He paged through the rest of the paper. Toward the back, he saw a smaller headline: Another Union Repulse. The writer described the Army of Kentucky’s attack on the Confederate saltworks near Saltville in western Virginia and its rout by the men of General Morgan’s division under the command of Colonel Adam Jameson. An editorial tied this minor disaster into the crater fiasco and ended with a call for Ulysses S. Grant’s dismissal as commander in chief of the Union Army: How much longer are the American people expected to tolerate such gross incompetence? How many more men must die to support this failed president and his ruined administration?

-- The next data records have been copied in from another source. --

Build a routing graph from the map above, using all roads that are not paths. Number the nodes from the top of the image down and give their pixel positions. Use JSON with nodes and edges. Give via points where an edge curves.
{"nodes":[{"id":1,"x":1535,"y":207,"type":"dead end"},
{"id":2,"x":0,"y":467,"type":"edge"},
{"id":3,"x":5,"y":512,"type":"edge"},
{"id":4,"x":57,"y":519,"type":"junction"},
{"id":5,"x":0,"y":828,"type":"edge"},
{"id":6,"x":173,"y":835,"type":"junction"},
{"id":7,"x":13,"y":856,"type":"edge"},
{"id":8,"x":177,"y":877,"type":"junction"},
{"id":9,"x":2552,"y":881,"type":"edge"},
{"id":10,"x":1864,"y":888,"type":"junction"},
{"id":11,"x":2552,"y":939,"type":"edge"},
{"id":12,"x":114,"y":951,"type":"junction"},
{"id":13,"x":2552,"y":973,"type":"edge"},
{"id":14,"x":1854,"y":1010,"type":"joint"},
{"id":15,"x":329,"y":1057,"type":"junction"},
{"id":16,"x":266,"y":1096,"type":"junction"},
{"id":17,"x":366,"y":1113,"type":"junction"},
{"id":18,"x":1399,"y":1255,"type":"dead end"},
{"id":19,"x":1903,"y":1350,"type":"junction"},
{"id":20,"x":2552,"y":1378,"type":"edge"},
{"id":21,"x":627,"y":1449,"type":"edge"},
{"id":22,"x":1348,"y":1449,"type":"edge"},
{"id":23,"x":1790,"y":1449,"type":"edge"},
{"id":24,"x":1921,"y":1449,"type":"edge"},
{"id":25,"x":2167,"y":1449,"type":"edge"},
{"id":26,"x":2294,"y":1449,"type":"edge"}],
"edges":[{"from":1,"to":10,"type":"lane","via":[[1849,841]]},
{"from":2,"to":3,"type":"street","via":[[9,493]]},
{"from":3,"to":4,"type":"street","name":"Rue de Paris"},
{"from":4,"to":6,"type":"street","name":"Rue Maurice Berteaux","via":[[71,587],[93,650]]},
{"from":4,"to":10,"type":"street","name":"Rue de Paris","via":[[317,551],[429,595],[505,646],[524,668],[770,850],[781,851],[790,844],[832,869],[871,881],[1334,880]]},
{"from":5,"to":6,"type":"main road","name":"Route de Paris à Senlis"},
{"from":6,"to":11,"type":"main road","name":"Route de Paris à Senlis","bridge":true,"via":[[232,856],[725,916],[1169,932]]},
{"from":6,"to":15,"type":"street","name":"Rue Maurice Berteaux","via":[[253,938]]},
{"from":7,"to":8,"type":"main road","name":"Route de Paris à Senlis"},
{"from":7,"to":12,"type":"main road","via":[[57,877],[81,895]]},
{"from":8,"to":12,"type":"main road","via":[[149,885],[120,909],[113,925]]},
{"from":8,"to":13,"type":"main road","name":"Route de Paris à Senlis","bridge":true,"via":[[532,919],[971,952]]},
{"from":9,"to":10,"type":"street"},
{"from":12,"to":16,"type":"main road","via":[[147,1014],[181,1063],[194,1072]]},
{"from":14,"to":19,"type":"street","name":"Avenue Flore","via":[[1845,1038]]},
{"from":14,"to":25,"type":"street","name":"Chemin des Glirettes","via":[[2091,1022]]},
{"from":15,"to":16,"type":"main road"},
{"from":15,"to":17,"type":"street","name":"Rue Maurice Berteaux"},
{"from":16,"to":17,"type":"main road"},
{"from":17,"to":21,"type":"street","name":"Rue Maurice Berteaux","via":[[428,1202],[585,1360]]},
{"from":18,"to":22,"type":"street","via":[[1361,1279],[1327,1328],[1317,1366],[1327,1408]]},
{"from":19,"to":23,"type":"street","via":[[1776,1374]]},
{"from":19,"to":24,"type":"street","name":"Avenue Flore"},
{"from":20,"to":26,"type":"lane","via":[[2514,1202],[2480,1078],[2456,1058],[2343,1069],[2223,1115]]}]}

“Doesn’t that make delightful reading?” Janet asked.
“What?”
“The mess Grant is making,” Janet said.
Paul had almost forgotten she was sitting beside him, reading the same stories. He had instantly grasped the significance of the Union attack on Saltville. It was an attempt to destroy Adam Jameson’s division before he could march to support the Sons of Liberty uprising.
The last paragraph of the Saltville story included a list of Union casualties. Paul was startled to find Captain Simeon Otis among the dead. He pointed out the name to Janet. “Colonel Gentry must have been involved,” he said.
“That makes me feel even better,” she replied.
Henry Gentry’s intelligence network had obviously learned a great deal about Gabriel Todd’s conspiracy. It meant an incursion by Adam Jameson was unlikely to have the advantage of surprise. Should he point this out to Janet? No, it would only lead to another argument.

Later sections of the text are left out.